‘Africanize’ Art Mirroring Purpose 

On purpose with purpose 

It matters not where WE reside, so long as we know that we came outside for a purpose.  It matters not where SOMETHING resides, so long as it remembers itself in due time; Its true-self, plus it’s renewed sense. self garnished with new smoke, a different type of pollution. 

The art looted by villains, the act itself must not be suppressed within ourselves. When we see it, subconsciously we should force feed it freedom so the ‘arts consciousness knows no hunger of where it is from. But like a child, it can be identified and loved. 

My father and many other parents of the diaspora fear burying themselves in a country where their art and children are, especially when all are removed for one reason or another, from their country of origin.  It’s proposed that we diaspora children still follow and die with the art. 

Context is just land and content articulated in a foreign accent, but there are museum systems known as accession that catalogue our content like it’s their creature cousin, displaced and separated by a different family experience. To catalogue something you have had to learn about but you don’t know of from familiarity, is a task of faith. It is dangerous. It is blind. And it is hopeful so long as you categorise with soul. Allowing yourself to be spirited away and not weighed down by systems. But I believe this to be impossible: to honour the art before honouring the institution. Big buildings are always cold when they overshadow and why wouldn’t they reject diaspora enlightenment until they understand the profit of it.

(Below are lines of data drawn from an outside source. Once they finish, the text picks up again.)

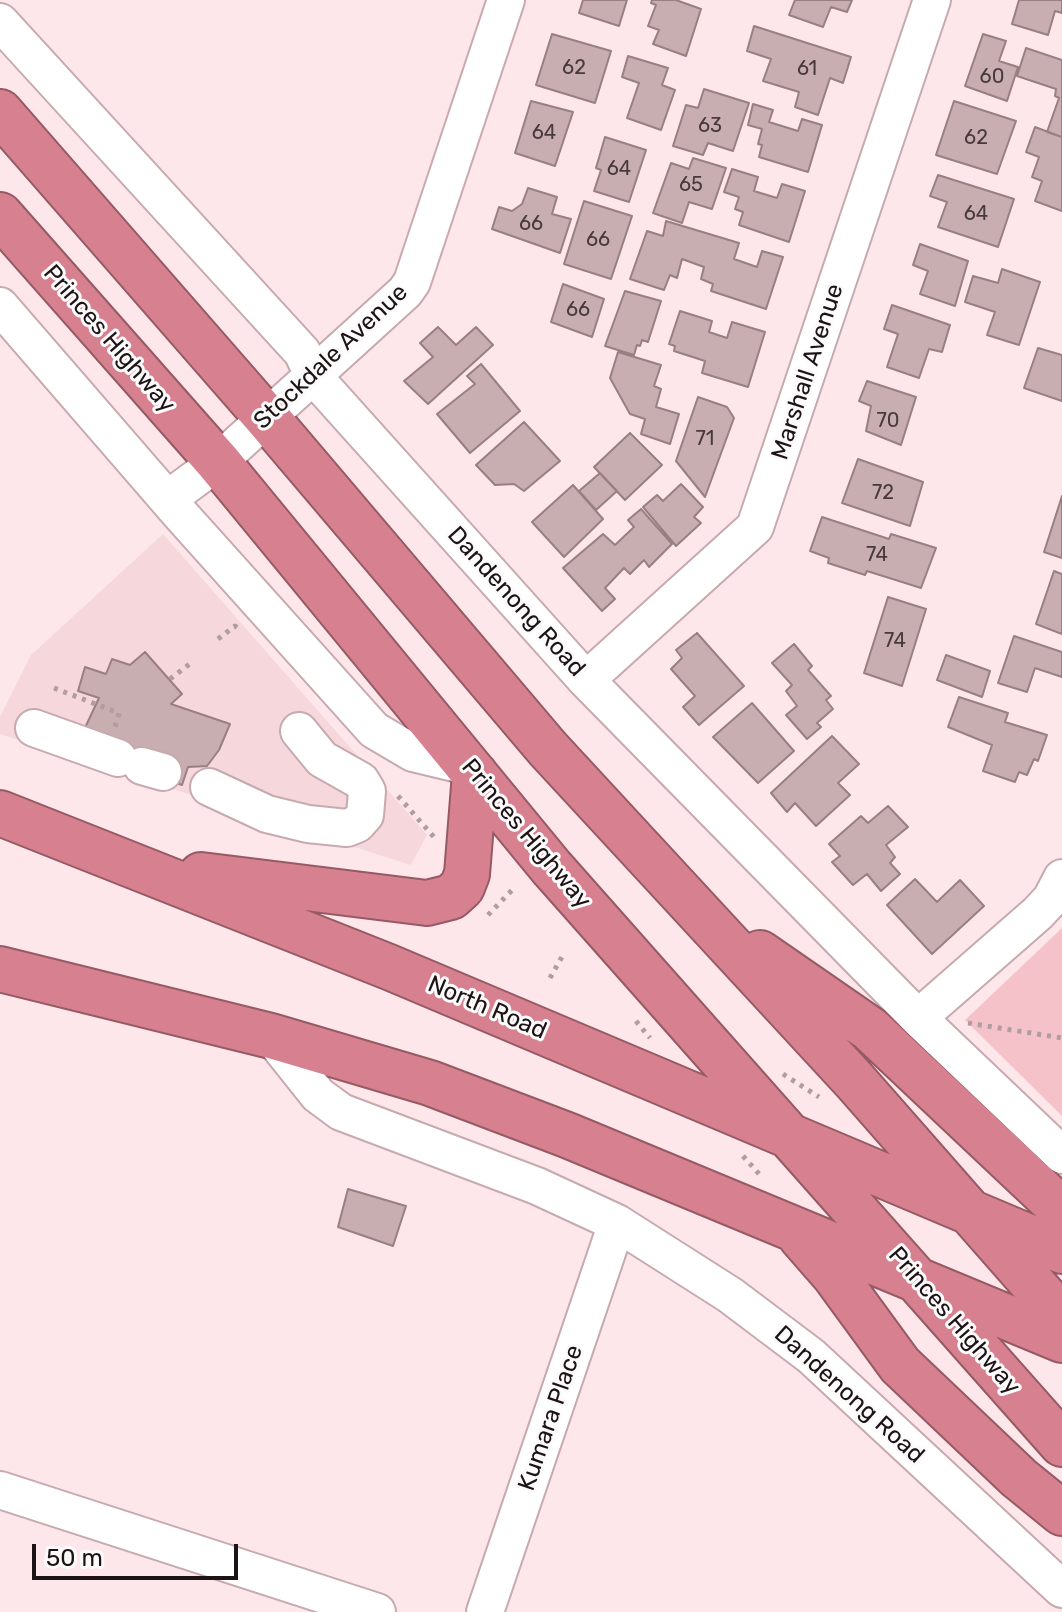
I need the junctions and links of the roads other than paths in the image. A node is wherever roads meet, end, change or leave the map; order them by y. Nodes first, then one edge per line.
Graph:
1 (506, 0) edge
2 (932, 0) edge
3 (0, 22) edge
4 (0, 112) edge
5 (0, 215) edge
6 (0, 306) edge
7 (314, 377) junction
8 (267, 418) junction
9 (218, 462) junction
10 (169, 498) junction
11 (586, 680) junction
12 (34, 728) dead end
13 (299, 731) dead end
14 (471, 770) junction
15 (0, 813) edge
16 (139, 868) junction
17 (1062, 878) edge
18 (695, 909) junction
19 (0, 969) edge
20 (918, 1018) junction
21 (271, 1036) junction
22 (788, 1134) junction
23 (1062, 1155) edge
24 (1062, 1210) edge
25 (970, 1212) junction
26 (617, 1223) junction
27 (797, 1232) junction
28 (1062, 1251) edge
29 (921, 1283) junction
30 (1062, 1317) edge
31 (1062, 1340) edge
32 (1062, 1444) edge
33 (0, 1490) edge
34 (1062, 1513) edge
35 (1062, 1589) edge
36 (297, 1600) edge
37 (377, 1612) edge
38 (485, 1612) edge

1 - 7 street, Stockdale Avenue
2 - 11 street, Marshall Avenue
3 - 7 street, Dandenong Road
4 - 8 highway
5 - 9 highway, Princes Highway
6 - 10 street
7 - 8 street, Stockdale Avenue
7 - 11 street, Dandenong Road
8 - 9 street, Stockdale Avenue
8 - 18 highway
9 - 10 street, Stockdale Avenue
9 - 14 highway, Princes Highway
10 - 14 street
11 - 20 street, Dandenong Road
12 - 13 street
14 - 16 highway
14 - 22 highway, Princes Highway
15 - 16 highway, North Road
16 - 22 highway, North Road
17 - 20 street
18 - 24 highway
18 - 25 highway
19 - 21 highway
20 - 23 street, Dandenong Road
21 - 26 street
21 - 27 highway
22 - 25 highway, North Road
22 - 29 highway, Princes Highway
25 - 28 highway, North Road
25 - 30 highway
26 - 35 street, Dandenong Road
26 - 38 street, Kumara Place
27 - 29 highway
27 - 34 highway
29 - 31 highway
29 - 32 highway, Princes Highway
33 - 36 street
36 - 37 street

‘This cloth has been made from narrow-loom woven cotton strips, roughly 4cms wide, and includes alternating warp threads in indigo and white. This ‘riga’, or man’s gown, has been embroidered in white cotton chain-stitch. The front is a symmetrical arrangement of ‘dagi’ or ‘knot’ motifs, with parallel rows of stitching around the neck and two false pockets. The back is a single ‘dagi’ motif. The lining band inside the hem is in cerise and white narrow loom cotton (10 cm strips) cut on the cross (depth 18 cm). It was collected in N. Cameroons before 1928 although the gown itself is Hausa. ‘

My father and mother – parents of the diaspora – fear the prophets we listen to now; we  as diaspora children follow new religions in new lands and this isn’t a cause to be sad but it’s regrettable to forget the land that cast dye onto canvases.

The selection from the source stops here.